• **Task goal**
When a line below contains the word "ZANONI", copy that line.

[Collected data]
▼
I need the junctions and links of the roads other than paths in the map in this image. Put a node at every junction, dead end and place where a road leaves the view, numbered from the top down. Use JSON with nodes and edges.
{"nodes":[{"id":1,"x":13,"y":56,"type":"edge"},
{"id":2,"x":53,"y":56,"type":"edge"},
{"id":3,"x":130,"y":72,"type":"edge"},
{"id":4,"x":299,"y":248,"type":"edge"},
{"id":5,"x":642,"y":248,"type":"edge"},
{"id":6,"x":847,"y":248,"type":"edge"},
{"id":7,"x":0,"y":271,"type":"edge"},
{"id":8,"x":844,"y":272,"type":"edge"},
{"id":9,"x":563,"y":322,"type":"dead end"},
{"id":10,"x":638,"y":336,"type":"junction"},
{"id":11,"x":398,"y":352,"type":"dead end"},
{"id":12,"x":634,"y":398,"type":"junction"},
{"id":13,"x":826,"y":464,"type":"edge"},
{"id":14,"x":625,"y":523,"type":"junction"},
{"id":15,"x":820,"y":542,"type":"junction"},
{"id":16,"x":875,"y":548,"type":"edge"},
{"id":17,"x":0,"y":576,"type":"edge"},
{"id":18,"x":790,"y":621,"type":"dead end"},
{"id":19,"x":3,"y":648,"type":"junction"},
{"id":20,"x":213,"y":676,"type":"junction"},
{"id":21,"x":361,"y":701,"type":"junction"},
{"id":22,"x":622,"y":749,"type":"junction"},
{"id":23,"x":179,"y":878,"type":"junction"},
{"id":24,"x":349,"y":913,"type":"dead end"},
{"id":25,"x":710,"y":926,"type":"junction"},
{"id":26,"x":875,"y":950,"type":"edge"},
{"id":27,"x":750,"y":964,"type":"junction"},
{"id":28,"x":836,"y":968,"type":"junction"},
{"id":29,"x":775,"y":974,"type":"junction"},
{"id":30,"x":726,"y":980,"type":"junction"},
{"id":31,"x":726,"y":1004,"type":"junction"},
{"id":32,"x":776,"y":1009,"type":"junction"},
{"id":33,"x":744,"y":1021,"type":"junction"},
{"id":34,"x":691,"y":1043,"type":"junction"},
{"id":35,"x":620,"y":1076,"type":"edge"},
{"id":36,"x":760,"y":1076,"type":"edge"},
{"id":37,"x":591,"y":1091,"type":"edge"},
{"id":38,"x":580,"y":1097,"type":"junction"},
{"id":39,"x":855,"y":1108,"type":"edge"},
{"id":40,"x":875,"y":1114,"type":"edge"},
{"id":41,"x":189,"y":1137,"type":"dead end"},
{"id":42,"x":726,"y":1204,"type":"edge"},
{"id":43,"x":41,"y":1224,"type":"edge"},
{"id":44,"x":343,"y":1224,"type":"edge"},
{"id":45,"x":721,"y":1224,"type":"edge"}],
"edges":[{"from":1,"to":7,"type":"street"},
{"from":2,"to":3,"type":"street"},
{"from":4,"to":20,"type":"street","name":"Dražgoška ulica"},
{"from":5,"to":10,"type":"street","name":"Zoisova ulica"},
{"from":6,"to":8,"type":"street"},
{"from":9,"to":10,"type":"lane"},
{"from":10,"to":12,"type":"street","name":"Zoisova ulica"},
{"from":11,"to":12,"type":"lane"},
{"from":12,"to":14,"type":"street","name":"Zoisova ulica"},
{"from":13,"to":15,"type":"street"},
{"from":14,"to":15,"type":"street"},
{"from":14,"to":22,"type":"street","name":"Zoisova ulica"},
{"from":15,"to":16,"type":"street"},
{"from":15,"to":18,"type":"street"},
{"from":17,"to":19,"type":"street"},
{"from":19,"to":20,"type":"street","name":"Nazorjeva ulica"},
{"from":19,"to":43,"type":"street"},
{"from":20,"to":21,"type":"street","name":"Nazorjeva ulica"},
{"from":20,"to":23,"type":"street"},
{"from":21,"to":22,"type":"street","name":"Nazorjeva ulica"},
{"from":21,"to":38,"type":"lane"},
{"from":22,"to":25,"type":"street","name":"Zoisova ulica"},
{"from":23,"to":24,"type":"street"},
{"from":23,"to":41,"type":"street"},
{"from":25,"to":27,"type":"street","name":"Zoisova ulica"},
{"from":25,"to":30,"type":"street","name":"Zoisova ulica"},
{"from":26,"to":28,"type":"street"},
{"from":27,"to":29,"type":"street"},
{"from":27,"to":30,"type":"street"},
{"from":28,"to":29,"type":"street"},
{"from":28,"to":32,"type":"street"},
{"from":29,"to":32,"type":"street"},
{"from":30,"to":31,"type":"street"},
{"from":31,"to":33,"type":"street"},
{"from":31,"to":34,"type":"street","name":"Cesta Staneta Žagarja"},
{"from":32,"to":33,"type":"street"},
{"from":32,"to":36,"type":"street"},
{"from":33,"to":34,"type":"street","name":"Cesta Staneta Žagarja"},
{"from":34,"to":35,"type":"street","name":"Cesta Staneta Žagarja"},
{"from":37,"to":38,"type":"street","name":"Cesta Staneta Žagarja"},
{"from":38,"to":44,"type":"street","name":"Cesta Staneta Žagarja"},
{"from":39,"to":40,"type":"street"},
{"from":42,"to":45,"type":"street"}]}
▲
▼
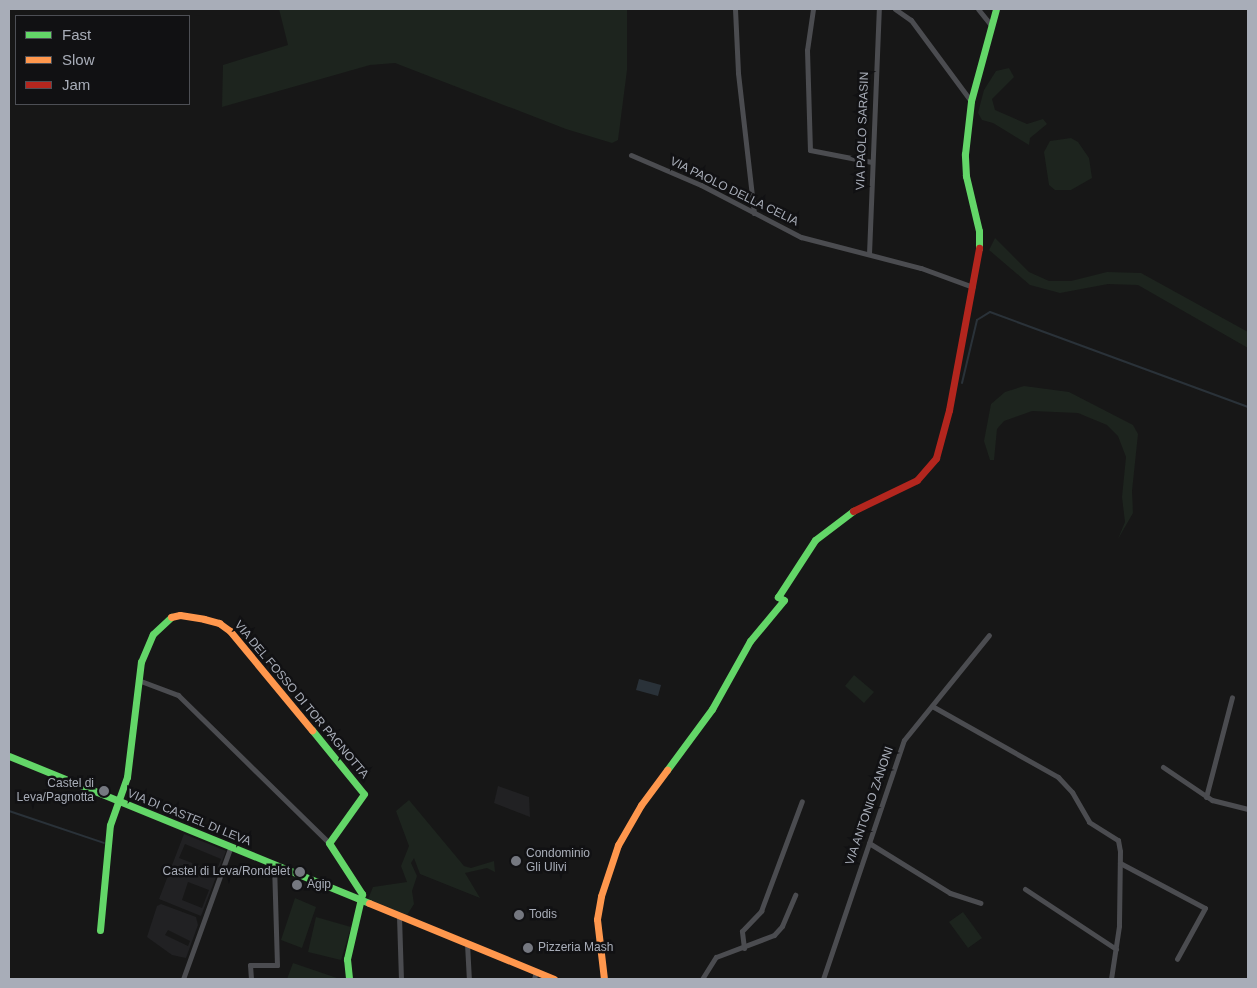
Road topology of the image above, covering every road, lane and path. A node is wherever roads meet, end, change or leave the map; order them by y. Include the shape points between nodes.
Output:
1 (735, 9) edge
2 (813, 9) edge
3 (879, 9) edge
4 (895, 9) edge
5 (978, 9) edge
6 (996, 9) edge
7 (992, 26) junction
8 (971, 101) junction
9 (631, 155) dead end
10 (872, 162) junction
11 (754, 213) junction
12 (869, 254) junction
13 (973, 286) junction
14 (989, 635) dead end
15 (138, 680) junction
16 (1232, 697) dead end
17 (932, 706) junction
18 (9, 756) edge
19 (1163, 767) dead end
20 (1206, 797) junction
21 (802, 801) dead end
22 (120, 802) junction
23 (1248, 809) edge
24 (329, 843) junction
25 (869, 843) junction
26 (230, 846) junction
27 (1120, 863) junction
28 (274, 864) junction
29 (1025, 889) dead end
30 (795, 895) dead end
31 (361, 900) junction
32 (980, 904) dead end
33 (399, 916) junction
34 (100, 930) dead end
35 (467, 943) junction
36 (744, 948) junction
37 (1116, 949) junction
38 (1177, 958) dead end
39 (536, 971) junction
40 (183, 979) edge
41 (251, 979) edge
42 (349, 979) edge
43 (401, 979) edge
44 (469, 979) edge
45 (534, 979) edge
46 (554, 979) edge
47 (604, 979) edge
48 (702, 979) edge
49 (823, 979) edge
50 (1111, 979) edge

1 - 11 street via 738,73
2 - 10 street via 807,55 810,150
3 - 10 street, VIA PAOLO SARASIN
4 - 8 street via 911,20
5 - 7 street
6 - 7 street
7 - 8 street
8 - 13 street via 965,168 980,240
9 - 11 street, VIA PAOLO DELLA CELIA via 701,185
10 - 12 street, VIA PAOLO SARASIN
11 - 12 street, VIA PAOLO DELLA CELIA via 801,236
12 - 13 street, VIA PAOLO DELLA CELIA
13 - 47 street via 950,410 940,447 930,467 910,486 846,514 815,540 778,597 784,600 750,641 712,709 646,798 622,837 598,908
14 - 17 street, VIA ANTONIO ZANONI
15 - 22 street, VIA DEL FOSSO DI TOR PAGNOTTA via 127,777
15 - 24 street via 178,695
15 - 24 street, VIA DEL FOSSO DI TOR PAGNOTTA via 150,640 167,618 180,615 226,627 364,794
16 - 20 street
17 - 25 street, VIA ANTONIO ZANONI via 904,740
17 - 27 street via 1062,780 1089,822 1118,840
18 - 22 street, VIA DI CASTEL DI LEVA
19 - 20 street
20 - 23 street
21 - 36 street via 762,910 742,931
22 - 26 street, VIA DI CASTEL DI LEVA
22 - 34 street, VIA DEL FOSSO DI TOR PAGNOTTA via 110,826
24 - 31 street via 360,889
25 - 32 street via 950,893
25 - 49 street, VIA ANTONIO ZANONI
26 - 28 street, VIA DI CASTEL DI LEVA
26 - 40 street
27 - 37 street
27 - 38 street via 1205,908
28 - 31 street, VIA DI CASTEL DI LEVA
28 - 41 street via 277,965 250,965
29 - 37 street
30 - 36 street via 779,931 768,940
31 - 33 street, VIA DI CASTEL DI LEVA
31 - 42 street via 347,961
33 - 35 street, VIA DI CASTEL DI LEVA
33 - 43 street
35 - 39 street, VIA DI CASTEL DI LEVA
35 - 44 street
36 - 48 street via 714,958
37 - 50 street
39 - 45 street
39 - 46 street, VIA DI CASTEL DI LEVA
▲
• **Task output**
14 - 17 street, VIA ANTONIO ZANONI
17 - 25 street, VIA ANTONIO ZANONI via 904,740
25 - 49 street, VIA ANTONIO ZANONI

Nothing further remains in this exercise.